Auf einem Markt in der kamerunischen Hauptstadt Yaoundé verkaufen Händler Kohle, die unter anderem für Kochherde genutzt wird. Viele Entwicklungsländer haben nur wenig Zugang zu Energiewende-Zukunftstechnologien.
Auf einem Markt in der kamerunischen Hauptstadt Yaoundé verkaufen Händler Kohle, die auch für Kochherde genutzt wird. Viele Entwicklungsländer haben nur wenig Zugang zu Energiewende-Zukunftstechnologien. Ollivier Girard/CIFOR CC BY-NC-ND 2.0

Headline: Die systemischen Auswirkungen der globalen Energiewende (ISIGET)

Dauer:
bis

Die internationale Energiewende schafft viele Vorteile, aber auch neue Ungleichheiten. Die Risiken betreffen vor allem die Entwicklungsländer, die weniger Zugang zu Technologien und Kapital haben. Wie kann die Energiewende auch in diesen Ländern gelingen? Das Projekt entwickelt Vorschläge für eine gerechte Governance, die konfliktträchtige Politikziele in Einklang bringt.

Ungleicher Zugang zu Technologien und Kapital

Gerade für den Globalen Süden ist die Energiewende mit systemischen Risiken verbunden, denn der Wandel trifft sie besonders: Investitionen in fossile Energieträger versprechen keine langfristige Rentabilität mehr, vorteilhaft sind hingegen Rechte an Zukunfts-Technologien für ein kohlenstoffarmes Wirtschaftssystem. Über die verfügen aber vor allem die OECD-Länder und China. Mit ihrer Forschungsarbeit identifizieren die Wissenschaftlerinnen und Wissenschaftler, wie die Bedingungen für eine gerechte Verteilung der Gewinne geschaffen werden können. Zu Beginn befragen sie Entscheidungsträgerinnen und Entscheidungsträger aus der Finanz- und Versicherungsbranche sowie der Politik nach ihrer Einschätzung von systemischen Risiken der globalen Energiewende. Daran anschließend führen sie - ausgehend von Variablen wie der relativen wirtschaftlichen Entwicklung, der Qualität der Institutionen und der Rolle von fossilen Ressourcen - Szenario-Analysen durch. An ihnen wird deutlich, welchen verschiedenen Arten von makro- und sozioökonomischen Risiken vor allem Länder des Globalen Südens ausgesetzt sind.

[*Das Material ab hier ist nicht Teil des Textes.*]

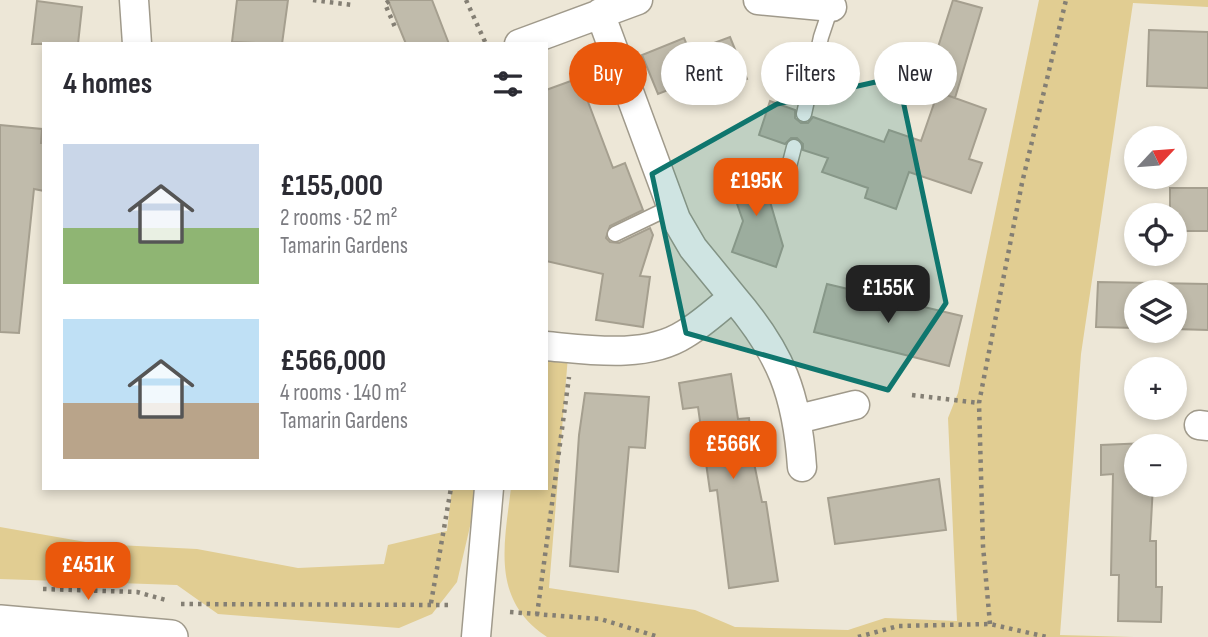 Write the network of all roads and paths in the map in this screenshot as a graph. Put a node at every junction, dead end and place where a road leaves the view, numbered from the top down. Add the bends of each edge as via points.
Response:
1 (134, 0) edge
2 (313, 0) edge
3 (466, 0) edge
4 (638, 0) edge
5 (758, 0) edge
6 (1066, 0) edge
7 (389, 1) edge
8 (832, 4) edge
9 (352, 5) dead end
10 (600, 13) junction
11 (395, 27) dead end
12 (137, 42) edge
13 (485, 42) edge
14 (524, 42) edge
15 (804, 114) dead end
16 (794, 147) dead end
17 (784, 186) dead end
18 (671, 207) junction
19 (615, 234) dead end
20 (733, 298) junction
21 (559, 347) edge
22 (912, 396) dead end
23 (979, 403) junction
24 (855, 405) dead end
25 (798, 419) junction
26 (802, 467) dead end
27 (548, 481) edge
28 (451, 490) edge
29 (489, 490) edge
30 (547, 490) edge
31 (38, 590) dead end
32 (168, 601) dead end
33 (430, 603) junction
34 (179, 604) dead end
35 (476, 609) junction
36 (537, 615) junction
37 (0, 622) edge
38 (990, 624) junction
39 (171, 637) edge
40 (476, 637) edge
41 (659, 637) edge
42 (858, 637) edge
43 (1047, 637) edge

1 - 12 street
2 - 9 path
3 - 13 path
4 - 10 street
5 - 8 street
6 - 23 path via 1022,183
7 - 11 path via 384,4
8 - 15 lane
10 - 14 street
10 - 18 street
16 - 17 lane
18 - 19 lane
18 - 20 street via 693,248
20 - 21 street via 683,336 655,347
20 - 25 street via 776,356
21 - 27 path
22 - 23 path
23 - 38 path
24 - 25 street
25 - 26 street
28 - 33 path
29 - 35 street
30 - 36 path
31 - 32 path via 137,592
33 - 34 path
33 - 35 path
35 - 36 path
35 - 40 street
36 - 41 path via 600,619
37 - 39 street
38 - 42 path via 898,626
38 - 43 path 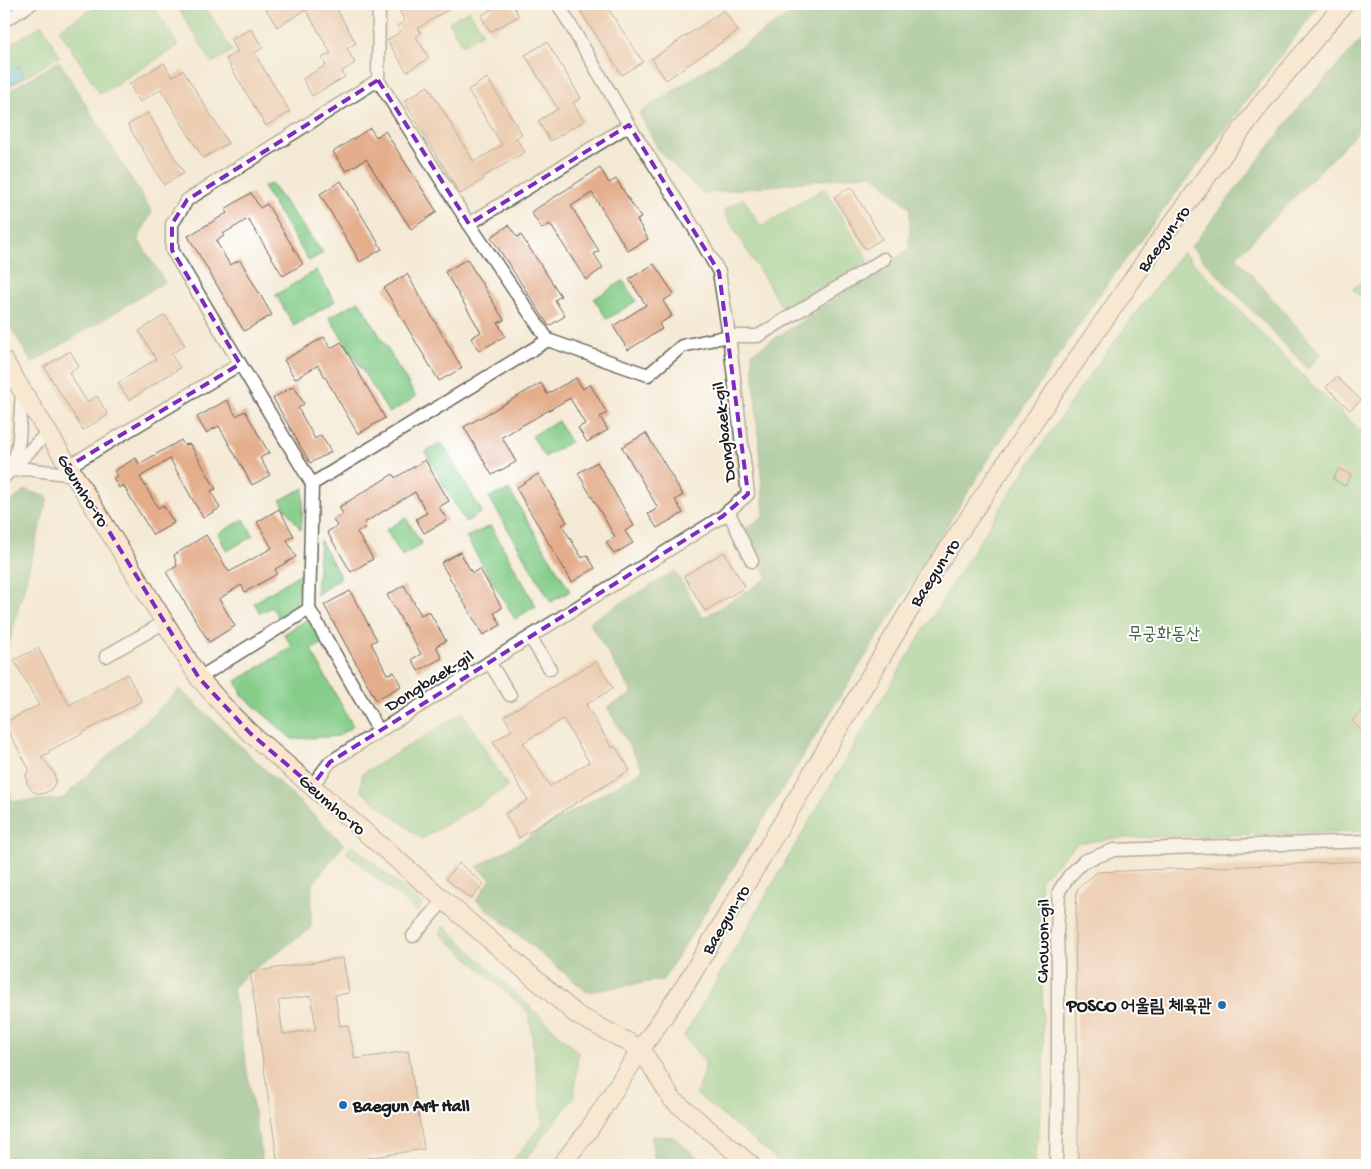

Gemeinsam mit den Betroffenen nach Lösungen suchen

Die Szenarien überprüfen die Forscherinnen und Forscher mithilfe von ausgewählten Fallstudien in verschiedenen Weltregionen. Sie befragen dort Entscheidungsträgerinnen und Entscheidungsträger aus der lokalen Wirtschaft und dem Corporate-Finance-Bereich sowie von Entwicklungsagenturen und -banken. Ziel ist es, die Wohlfahrtseffekte und die Folgen für Entwicklung, Verteilung sowie finanzielle und Handelsrisiken für verschiedene Szenarien zu ermitteln. Abschließend erarbeiten die Forscherinnen und Forscher politische Empfehlungen, wie die Herausforderungen für Entwicklungsländer bewältigt werden können. Mit Policy Briefs und Kommentaren in Medien wollen sie politische Debatten in Frankreich, Deutschland und Europa anregen. In jeder Phase des Projekts sind Veröffentlichungen in Fachzeitschriften geplant. Zum Abschluss wird ein umfassender, an politischen Fragestellungen orientierter Bericht existierende globale und regionale Politikinitiativen im öffentlichen und privaten Sektor sowie in Public-Private Partnerships analysieren und eine Reihe von Politikvorschlägen unterbreiten. Das Projekt wird mit 1,5 Millionen Euro vom französisch-deutschen Fellowship-Programm für Klima-, Energie- und Erdsystemforschung im Rahmen der französischen Initiative „Make our planet great again" finanziert. Diese wurde im Juni 2017 vom französischen Präsidenten Emmanuel Macron ins Leben gerufen. Das Bundesministerium für Bildung und Forschung wird für das gesamte Programm 15 Millionen Euro, das französische Bildungsministerium 30 Millionen Euro bereitstellen, dazu kommen Beiträge der Forschungspartner.